For a three-level model, has anyone developed a method to calculate the proportion of explained variance combining all levels simultaneously, perhaps by pooling and discounting the explained variance among the levels?

The question may seem naive or foolish to a statistician.  I know the conventional answer in the field is, "No, it can't be done." Yet as a media sociologist, the question is front and center.  I cannot avoid trying to find an answer regardless of the state of knowledge within the discipline.  To a non-specialist like myself, the difficulty seems to revolve around finding a valid method to assign or incorporate the explained variance of cross-level interactive terms in the regression coefficients for the Level-1 variables.


Briefly, here’s my data set. I am working on a content analyze of news stories from a nationally representative sample.The nested data set has 6,090 news stories, published by 114 newspapers, which are in turn owned by 59 individuals or chains.
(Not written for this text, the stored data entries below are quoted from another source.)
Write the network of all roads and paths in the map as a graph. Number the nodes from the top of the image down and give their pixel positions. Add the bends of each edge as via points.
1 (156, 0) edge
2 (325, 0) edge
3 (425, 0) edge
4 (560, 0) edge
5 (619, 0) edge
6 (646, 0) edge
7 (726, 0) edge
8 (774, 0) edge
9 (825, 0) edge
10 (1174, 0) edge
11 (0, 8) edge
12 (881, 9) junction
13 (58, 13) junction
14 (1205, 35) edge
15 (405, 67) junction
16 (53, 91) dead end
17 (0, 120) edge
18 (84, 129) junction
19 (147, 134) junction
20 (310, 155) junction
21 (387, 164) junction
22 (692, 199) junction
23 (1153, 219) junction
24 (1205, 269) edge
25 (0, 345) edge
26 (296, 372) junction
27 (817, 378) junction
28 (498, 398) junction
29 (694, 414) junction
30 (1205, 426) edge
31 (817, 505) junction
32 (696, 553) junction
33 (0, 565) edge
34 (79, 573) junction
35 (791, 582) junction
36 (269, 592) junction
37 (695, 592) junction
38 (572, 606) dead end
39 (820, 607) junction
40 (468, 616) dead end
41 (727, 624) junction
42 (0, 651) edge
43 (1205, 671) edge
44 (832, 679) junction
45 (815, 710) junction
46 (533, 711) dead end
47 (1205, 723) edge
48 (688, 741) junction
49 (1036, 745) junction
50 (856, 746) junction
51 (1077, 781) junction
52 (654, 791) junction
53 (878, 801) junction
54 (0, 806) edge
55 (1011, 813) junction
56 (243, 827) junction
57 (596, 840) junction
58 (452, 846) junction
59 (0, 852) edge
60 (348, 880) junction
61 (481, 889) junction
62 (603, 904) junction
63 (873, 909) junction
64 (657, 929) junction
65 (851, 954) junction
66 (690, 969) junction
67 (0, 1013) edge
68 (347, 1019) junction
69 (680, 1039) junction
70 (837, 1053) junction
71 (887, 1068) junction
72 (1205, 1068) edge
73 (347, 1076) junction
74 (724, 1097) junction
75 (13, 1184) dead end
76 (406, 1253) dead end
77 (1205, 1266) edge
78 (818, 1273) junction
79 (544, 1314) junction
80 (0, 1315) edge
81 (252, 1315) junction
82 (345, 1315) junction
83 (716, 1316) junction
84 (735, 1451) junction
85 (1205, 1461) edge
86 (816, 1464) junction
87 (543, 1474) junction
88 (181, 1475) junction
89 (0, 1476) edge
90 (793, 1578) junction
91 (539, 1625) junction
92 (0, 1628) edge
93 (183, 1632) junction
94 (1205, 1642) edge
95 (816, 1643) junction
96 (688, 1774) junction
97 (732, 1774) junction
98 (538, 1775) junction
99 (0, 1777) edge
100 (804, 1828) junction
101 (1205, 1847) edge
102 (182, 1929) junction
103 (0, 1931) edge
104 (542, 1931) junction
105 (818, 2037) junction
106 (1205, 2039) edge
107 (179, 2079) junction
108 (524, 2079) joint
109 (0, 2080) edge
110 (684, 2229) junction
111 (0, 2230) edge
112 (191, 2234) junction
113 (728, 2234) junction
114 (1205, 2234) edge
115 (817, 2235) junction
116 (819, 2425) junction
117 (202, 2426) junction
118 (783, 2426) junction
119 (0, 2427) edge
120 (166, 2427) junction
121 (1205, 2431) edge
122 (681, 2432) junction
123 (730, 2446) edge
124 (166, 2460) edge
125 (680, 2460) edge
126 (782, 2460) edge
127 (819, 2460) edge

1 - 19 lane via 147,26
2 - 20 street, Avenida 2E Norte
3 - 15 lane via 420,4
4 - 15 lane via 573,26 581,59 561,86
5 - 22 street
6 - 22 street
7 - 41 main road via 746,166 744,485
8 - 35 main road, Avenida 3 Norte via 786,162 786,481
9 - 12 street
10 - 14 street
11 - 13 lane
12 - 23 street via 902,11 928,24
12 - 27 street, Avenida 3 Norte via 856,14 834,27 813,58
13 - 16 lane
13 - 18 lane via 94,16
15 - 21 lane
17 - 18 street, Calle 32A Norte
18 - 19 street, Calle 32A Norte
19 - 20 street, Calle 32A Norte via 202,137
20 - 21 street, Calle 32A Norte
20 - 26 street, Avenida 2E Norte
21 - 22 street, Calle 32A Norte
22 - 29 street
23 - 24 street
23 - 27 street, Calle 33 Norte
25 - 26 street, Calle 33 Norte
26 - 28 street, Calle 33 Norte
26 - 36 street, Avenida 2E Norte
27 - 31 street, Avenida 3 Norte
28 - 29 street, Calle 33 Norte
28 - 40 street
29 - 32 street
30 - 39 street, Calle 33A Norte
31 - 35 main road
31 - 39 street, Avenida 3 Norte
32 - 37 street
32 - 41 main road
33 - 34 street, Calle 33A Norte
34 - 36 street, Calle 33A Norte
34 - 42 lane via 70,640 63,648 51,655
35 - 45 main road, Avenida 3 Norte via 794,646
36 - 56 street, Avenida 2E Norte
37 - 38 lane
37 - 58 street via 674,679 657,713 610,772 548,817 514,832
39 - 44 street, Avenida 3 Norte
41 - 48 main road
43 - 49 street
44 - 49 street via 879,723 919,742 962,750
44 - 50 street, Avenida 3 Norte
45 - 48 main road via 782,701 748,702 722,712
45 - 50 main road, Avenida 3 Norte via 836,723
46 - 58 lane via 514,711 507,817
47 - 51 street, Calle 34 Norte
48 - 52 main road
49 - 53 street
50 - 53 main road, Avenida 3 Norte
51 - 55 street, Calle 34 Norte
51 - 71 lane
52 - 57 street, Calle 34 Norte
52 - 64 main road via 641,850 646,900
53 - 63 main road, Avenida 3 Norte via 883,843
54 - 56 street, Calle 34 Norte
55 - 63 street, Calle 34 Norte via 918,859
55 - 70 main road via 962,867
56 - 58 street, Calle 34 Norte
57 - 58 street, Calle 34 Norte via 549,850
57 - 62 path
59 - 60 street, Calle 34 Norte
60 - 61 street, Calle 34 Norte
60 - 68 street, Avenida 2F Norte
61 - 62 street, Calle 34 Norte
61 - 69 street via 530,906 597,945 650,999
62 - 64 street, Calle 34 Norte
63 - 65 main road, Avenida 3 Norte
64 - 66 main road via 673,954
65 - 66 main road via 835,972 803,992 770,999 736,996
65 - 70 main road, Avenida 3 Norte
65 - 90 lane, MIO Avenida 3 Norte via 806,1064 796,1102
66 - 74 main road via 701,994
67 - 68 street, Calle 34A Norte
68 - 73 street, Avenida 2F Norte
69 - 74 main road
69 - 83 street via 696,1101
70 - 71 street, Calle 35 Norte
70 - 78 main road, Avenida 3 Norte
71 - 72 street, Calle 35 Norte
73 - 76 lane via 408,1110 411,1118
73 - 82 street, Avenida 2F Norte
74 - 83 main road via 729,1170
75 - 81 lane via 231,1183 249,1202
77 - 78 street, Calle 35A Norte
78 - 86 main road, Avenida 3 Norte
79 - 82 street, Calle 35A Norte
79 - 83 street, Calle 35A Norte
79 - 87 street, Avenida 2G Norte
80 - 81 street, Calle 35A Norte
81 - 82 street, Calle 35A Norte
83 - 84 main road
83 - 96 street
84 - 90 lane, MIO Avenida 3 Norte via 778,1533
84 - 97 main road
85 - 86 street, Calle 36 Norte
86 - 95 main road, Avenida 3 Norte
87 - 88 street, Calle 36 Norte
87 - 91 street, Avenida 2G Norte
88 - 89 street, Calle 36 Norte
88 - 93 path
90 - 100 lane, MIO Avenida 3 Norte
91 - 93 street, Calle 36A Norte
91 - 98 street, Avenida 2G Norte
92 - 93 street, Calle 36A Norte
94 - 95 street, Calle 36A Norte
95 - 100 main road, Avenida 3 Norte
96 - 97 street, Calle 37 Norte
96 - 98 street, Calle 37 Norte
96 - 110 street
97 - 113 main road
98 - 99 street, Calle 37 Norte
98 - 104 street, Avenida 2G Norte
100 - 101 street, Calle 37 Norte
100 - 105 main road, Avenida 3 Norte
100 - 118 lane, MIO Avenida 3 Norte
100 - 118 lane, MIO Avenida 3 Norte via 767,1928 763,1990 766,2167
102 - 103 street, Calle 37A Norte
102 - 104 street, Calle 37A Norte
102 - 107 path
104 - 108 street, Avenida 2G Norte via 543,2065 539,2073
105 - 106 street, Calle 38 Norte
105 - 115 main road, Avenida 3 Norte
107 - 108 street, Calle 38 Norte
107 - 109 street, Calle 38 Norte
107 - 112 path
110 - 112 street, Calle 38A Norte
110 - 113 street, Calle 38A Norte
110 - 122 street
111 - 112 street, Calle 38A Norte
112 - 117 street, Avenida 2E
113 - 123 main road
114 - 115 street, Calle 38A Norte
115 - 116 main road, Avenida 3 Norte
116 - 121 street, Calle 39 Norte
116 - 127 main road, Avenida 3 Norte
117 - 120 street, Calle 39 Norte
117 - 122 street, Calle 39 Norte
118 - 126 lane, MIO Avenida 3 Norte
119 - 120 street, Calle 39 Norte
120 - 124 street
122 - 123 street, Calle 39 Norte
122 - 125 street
At Level-1, news stories were coded by graduate students and given dichotomous scores for characteristics that were either present (1) or absent (0).I created additive indexes for each Level-1 variable.At Level-2, I used continuous scale measures of circulation and demographic variables. At Level-3, I had dichotomous ownership charactertics. The dependent variable was a continueous scale variable based on six components of Story Prominence.All the variables were standardized.

Again, please excuse me for not being willing to accept what everyone else seems to have concluded.